Top of MATERIAL FOR THE TASK

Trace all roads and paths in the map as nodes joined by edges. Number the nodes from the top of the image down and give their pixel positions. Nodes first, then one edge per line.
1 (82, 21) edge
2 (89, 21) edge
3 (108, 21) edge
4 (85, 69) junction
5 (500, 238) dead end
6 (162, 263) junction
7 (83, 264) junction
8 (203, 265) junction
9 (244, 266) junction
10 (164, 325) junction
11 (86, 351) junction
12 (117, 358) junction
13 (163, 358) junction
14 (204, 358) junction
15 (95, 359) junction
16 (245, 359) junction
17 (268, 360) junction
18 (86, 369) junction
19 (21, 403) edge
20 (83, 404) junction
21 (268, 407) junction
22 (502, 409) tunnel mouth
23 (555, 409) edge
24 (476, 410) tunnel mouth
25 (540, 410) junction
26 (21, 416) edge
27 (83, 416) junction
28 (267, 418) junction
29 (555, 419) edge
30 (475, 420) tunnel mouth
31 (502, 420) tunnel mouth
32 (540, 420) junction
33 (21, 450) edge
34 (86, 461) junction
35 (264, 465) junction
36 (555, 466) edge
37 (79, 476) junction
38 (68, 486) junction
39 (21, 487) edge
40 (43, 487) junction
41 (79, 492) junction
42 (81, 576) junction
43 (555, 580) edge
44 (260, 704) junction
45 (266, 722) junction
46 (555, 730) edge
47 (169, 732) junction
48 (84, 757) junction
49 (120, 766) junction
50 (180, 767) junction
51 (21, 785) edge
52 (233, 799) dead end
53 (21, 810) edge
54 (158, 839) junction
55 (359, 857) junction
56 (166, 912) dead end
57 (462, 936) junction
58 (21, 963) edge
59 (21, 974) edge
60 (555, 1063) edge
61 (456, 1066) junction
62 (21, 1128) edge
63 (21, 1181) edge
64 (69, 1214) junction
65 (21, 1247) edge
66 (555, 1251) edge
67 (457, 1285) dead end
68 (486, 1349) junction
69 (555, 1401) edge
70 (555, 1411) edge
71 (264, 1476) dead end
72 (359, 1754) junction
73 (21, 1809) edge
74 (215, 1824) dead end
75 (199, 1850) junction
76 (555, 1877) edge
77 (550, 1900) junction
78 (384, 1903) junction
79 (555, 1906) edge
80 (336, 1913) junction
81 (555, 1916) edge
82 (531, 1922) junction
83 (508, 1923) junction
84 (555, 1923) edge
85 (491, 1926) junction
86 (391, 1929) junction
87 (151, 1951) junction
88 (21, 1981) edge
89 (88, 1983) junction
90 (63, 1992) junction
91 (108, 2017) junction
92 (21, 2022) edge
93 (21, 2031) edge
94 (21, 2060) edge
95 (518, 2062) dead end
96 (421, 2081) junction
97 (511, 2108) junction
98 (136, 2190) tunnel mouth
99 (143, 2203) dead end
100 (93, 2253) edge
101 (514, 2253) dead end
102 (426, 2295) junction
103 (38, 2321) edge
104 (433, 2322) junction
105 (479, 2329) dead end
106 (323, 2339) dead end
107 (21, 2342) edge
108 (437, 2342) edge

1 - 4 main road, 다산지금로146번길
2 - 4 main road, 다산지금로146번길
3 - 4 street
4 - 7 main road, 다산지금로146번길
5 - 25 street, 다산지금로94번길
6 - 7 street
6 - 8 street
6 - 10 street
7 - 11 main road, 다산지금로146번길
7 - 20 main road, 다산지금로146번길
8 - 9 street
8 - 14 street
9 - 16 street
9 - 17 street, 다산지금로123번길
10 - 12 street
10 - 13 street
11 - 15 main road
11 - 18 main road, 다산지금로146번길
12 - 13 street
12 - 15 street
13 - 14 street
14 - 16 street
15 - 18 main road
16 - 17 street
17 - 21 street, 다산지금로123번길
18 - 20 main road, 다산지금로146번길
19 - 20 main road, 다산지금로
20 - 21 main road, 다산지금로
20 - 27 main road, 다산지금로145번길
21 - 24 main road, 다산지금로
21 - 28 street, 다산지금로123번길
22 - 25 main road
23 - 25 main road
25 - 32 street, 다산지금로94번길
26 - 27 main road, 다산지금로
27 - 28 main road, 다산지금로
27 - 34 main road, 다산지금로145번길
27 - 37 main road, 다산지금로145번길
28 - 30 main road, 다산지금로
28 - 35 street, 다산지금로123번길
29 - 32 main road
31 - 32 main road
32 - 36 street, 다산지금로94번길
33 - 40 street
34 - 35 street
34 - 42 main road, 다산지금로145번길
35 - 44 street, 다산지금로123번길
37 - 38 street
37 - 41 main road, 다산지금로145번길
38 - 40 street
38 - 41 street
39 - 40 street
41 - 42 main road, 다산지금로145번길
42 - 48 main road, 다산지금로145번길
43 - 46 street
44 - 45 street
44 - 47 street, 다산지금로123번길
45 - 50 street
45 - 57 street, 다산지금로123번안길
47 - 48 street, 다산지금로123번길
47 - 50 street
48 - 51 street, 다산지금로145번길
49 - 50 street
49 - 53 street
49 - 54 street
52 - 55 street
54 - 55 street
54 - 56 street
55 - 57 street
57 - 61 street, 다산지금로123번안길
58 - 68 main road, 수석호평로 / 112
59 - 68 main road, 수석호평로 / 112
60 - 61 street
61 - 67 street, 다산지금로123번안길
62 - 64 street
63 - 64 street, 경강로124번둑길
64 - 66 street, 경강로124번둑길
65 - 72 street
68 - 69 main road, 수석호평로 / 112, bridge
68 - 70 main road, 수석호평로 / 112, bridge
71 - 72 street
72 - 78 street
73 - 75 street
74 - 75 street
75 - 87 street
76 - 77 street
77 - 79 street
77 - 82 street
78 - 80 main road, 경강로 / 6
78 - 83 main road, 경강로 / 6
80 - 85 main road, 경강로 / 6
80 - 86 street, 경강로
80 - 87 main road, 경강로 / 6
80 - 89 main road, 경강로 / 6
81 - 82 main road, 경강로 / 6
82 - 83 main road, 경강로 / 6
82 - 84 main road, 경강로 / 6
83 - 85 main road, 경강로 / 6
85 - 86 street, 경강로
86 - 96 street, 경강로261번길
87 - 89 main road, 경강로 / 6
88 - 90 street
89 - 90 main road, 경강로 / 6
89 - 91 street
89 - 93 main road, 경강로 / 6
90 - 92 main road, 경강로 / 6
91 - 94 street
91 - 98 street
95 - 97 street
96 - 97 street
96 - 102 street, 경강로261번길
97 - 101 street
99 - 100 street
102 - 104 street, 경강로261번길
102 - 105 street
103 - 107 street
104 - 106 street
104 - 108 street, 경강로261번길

Bottom of MATERIAL FOR THE TASK

TASK BRIEF: Every line holding the word "tunnel" should be copied out of the records above.

SOLUTION FOR THIS TASK:
22 (502, 409) tunnel mouth
24 (476, 410) tunnel mouth
30 (475, 420) tunnel mouth
31 (502, 420) tunnel mouth
98 (136, 2190) tunnel mouth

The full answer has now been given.